__Assignment__
Which of the lines in the data below contain the string "المطار"? Copy each of them.

Records for the task START

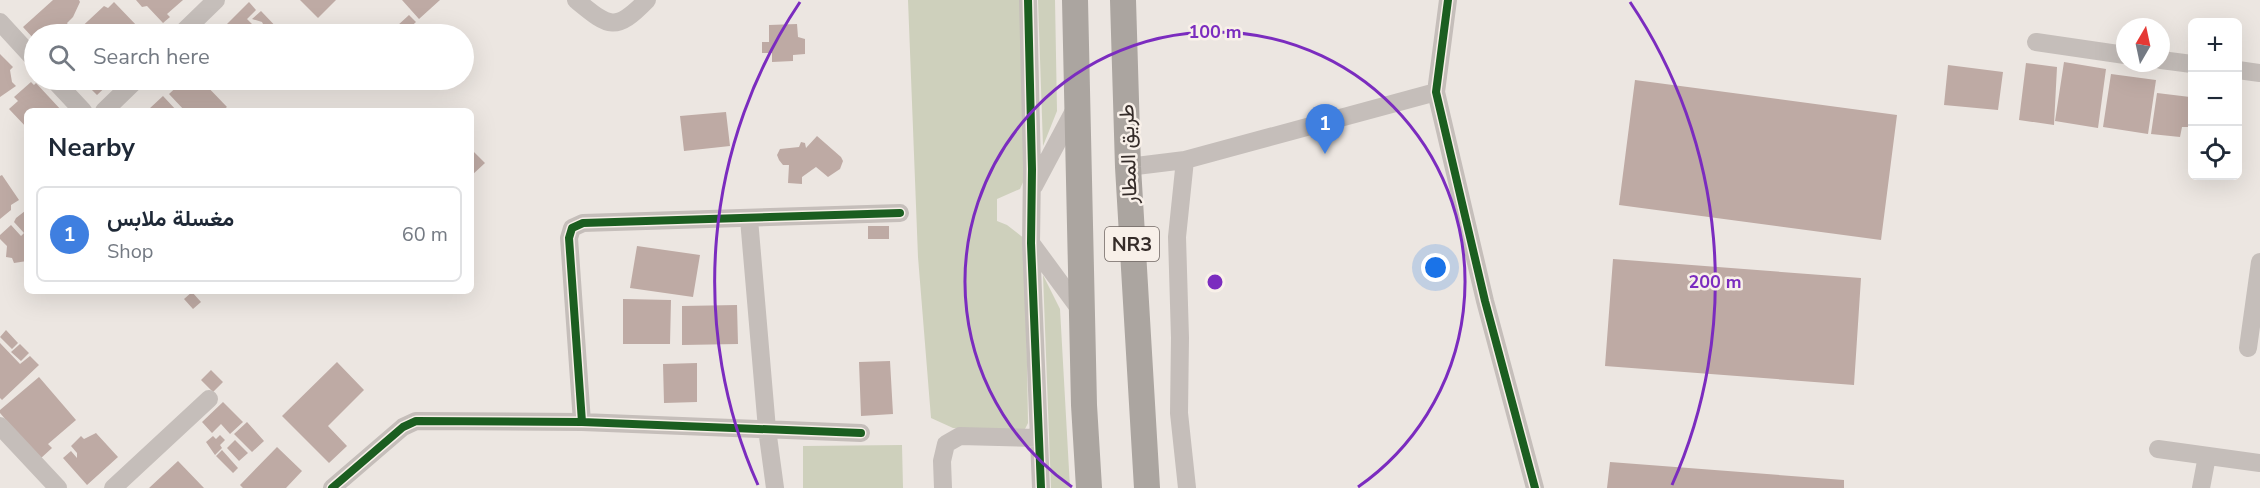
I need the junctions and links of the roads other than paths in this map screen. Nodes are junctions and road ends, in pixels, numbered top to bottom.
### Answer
1 (216, 0) edge
2 (576, 0) edge
3 (647, 0) edge
4 (1028, 0) edge
5 (1075, 0) edge
6 (1123, 0) edge
7 (1448, 0) edge
8 (0, 22) edge
9 (191, 24) edge
10 (2036, 42) dead end
11 (24, 48) edge
12 (2116, 54) edge
13 (2170, 61) edge
14 (2188, 63) edge
15 (2242, 71) edge
16 (2260, 73) edge
17 (63, 90) edge
18 (126, 90) edge
19 (1436, 92) junction
20 (1077, 105) junction
21 (80, 108) edge
22 (107, 108) edge
23 (1185, 160) junction
24 (1128, 167) junction
25 (1032, 189) junction
26 (900, 213) dead end
27 (749, 219) junction
28 (1031, 243) junction
29 (2260, 262) edge
30 (1082, 311) junction
31 (2248, 348) dead end
32 (209, 399) dead end
33 (582, 422) junction
34 (0, 426) edge
35 (767, 429) junction
36 (861, 433) dead end
37 (1039, 438) junction
38 (2158, 449) dead end
39 (2207, 456) junction
40 (2260, 463) edge
41 (58, 488) edge
42 (113, 488) edge
43 (332, 488) edge
44 (775, 488) edge
45 (943, 488) edge
46 (1041, 488) edge
47 (1089, 488) edge
48 (1147, 488) edge
49 (1187, 488) edge
50 (1535, 488) edge
51 (2201, 488) edge

1 - 9 street
2 - 3 street
4 - 25 street
5 - 20 highway, NR3
6 - 24 highway, طريق المطار / NR3
7 - 19 street
8 - 11 street
10 - 12 street
13 - 14 street
15 - 16 street
17 - 21 street
18 - 22 street
19 - 23 street
19 - 50 street
20 - 25 street
20 - 30 highway, NR3
23 - 24 street
23 - 49 street
24 - 48 highway, طريق المطار / NR3
25 - 28 street
26 - 27 street
27 - 33 street
27 - 35 street
28 - 30 street
28 - 37 street
29 - 31 street
30 - 47 highway, NR3
32 - 42 street
33 - 35 street
33 - 43 street
34 - 41 street
35 - 36 street
35 - 44 street
37 - 45 street
37 - 46 street
38 - 39 street
39 - 40 street
39 - 51 street

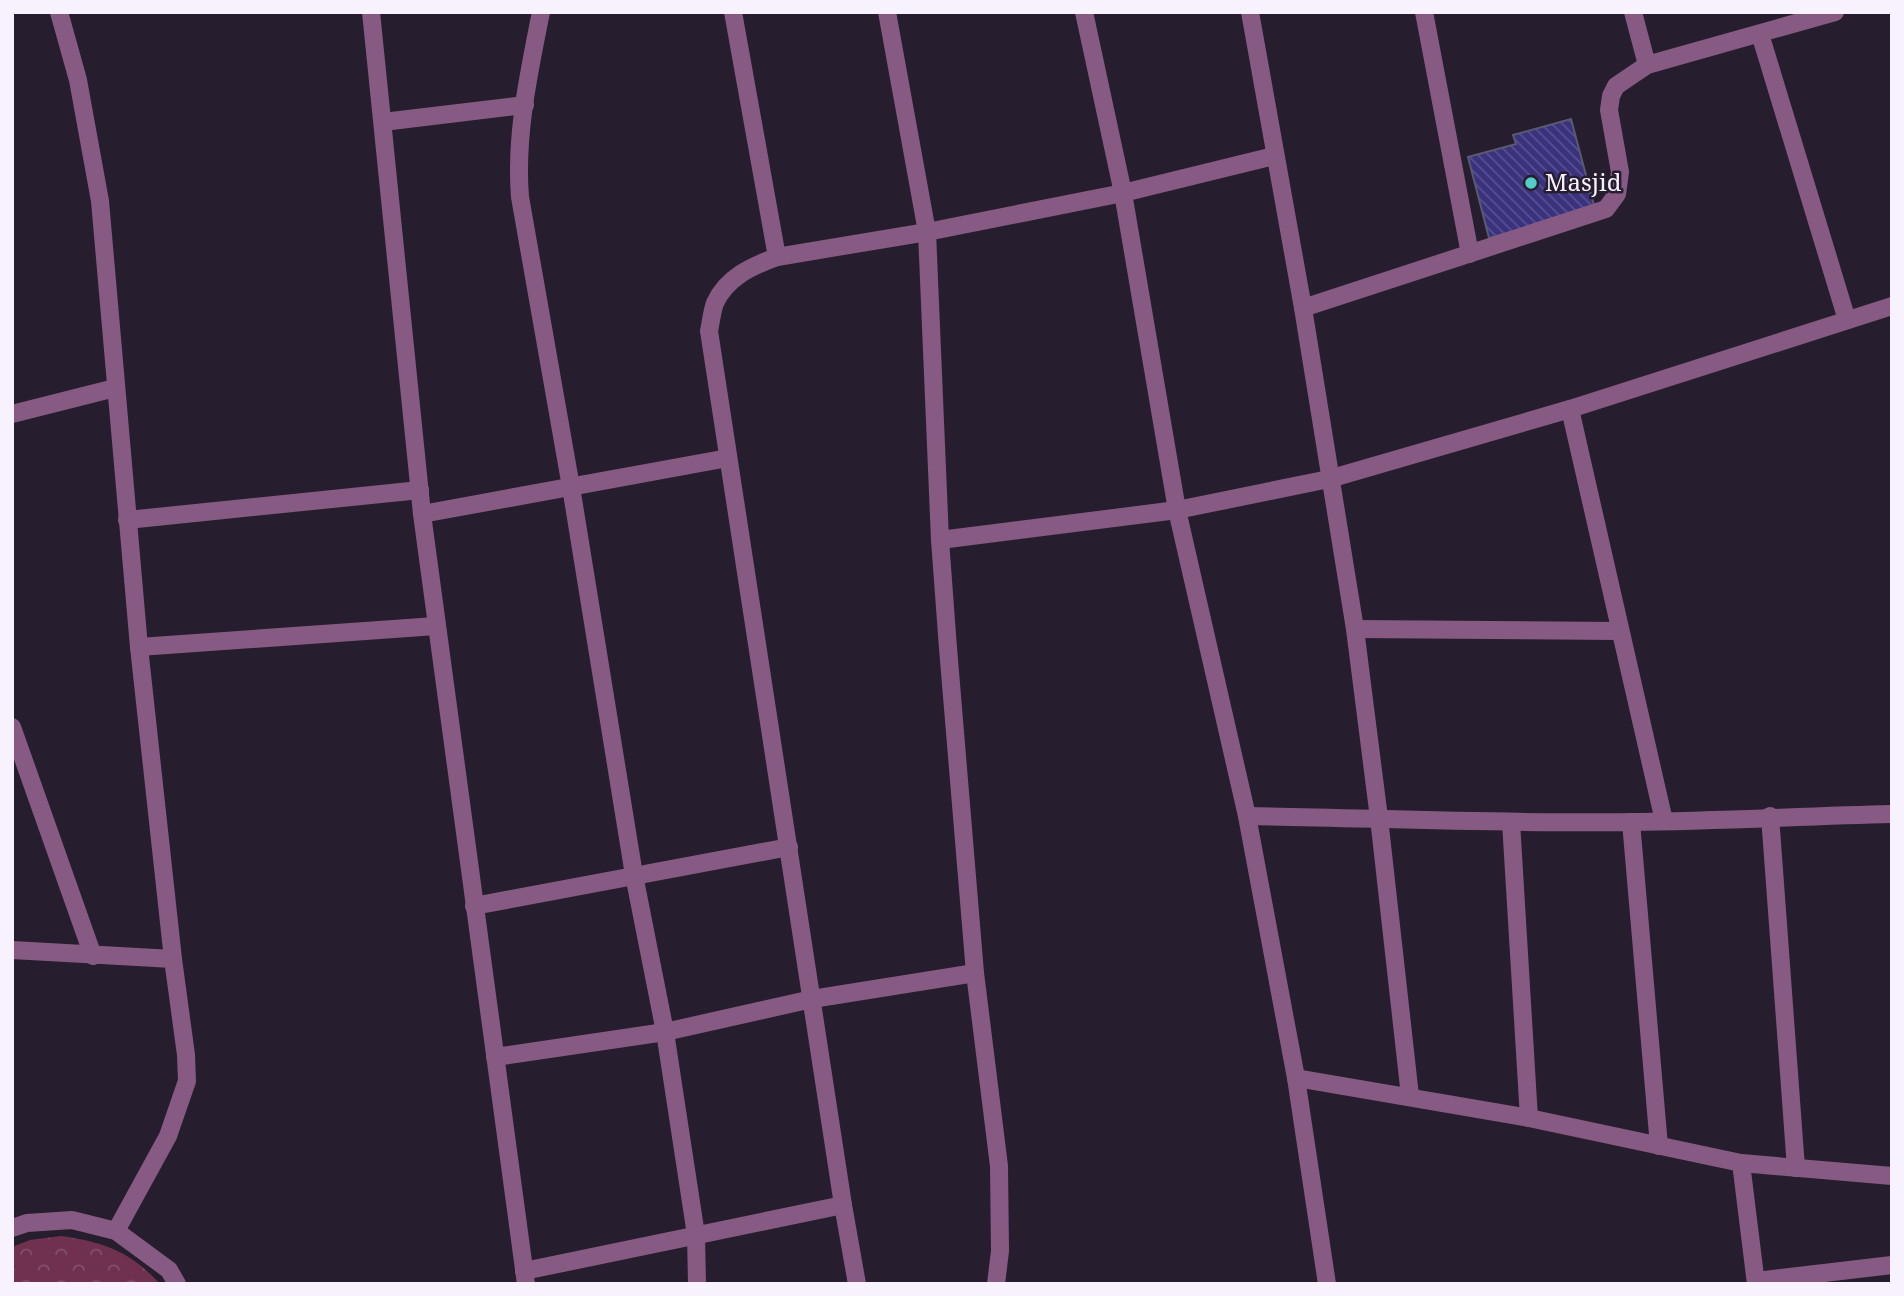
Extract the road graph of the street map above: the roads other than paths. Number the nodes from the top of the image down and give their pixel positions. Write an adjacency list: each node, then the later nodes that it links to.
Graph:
1 (59, 12): 23 (street)
2 (371, 12): 14 (street)
3 (541, 12): 13 (street)
4 (733, 12): 19 (street)
5 (887, 12): 17 (street)
6 (1084, 12): 16 (street)
7 (1250, 12): 15 (street)
8 (1424, 12): 18 (street)
9 (1633, 12): 12 (street)
10 (1835, 12): 11 (street)
11 (1760, 34): 12 (street); 22 (street)
12 (1647, 65): 18 (street)
13 (525, 105): 14 (street); 28 (street)
14 (383, 122): 29 (street)
15 (1274, 156): 16 (street); 21 (street)
16 (1123, 193): 17 (street); 30 (street)
17 (928, 232): 19 (street); 33 (street)
18 (1470, 254): 21 (street)
19 (777, 257): 26 (street)
20 (1892, 306): 22 (street)
21 (1303, 308): 27 (street)
22 (1847, 320): 24 (street)
23 (115, 388): 25 (street); 32 (street)
24 (1570, 410): 27 (street); 36 (street)
25 (12, 414)
26 (728, 458): 28 (street); 46 (street)
27 (1329, 479): 30 (street); 35 (street)
28 (571, 487): 31 (street); 47 (street)
29 (420, 490): 31 (street); 32 (street)
30 (1178, 510): 33 (street); 40 (street)
31 (422, 514): 34 (street)
32 (127, 520): 37 (street)
33 (940, 540): 52 (street)
34 (436, 626): 37 (street); 48 (street)
35 (1355, 629): 36 (street); 42 (street)
36 (1619, 631): 43 (street)
37 (139, 647): 51 (street)
38 (12, 727): 50 (street)
39 (1892, 814): 41 (street)
40 (1247, 816): 42 (street); 56 (street)
41 (1770, 816): 43 (street); 61 (street)
42 (1379, 818): 44 (street); 57 (street)
43 (1664, 821): 45 (street)
44 (1511, 822): 45 (street); 58 (street)
45 (1631, 822): 59 (street)
46 (789, 847): 47 (street); 53 (street)
47 (634, 875): 48 (street); 54 (street)
48 (474, 906): 55 (street)
49 (12, 950): 50 (street)
50 (93, 956): 51 (street)
51 (173, 959): 65 (street)
52 (975, 973): 53 (street); 73 (street)
53 (812, 999): 54 (street); 63 (street)
54 (665, 1032): 55 (street); 66 (street)
55 (495, 1058): 68 (street)
56 (1296, 1078): 57 (street); 74 (street)
57 (1410, 1096): 58 (street)
58 (1528, 1118): 59 (street)
59 (1659, 1146): 60 (street)
60 (1741, 1163): 61 (street); 69 (street)
61 (1796, 1168): 62 (street)
62 (1892, 1177)
63 (843, 1205): 66 (street); 72 (street)
64 (12, 1228): 65 (street)
65 (116, 1231): 70 (street)
66 (696, 1235): 68 (street); 71 (street)
67 (1892, 1265): 69 (street)
68 (525, 1277)
69 (1756, 1282)
70 (177, 1284)
71 (697, 1284)
72 (857, 1284)
73 (996, 1284)
74 (1326, 1284)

Records for the task END

__Response to this task__
6 - 24 highway, طريق المطار / NR3
24 - 48 highway, طريق المطار / NR3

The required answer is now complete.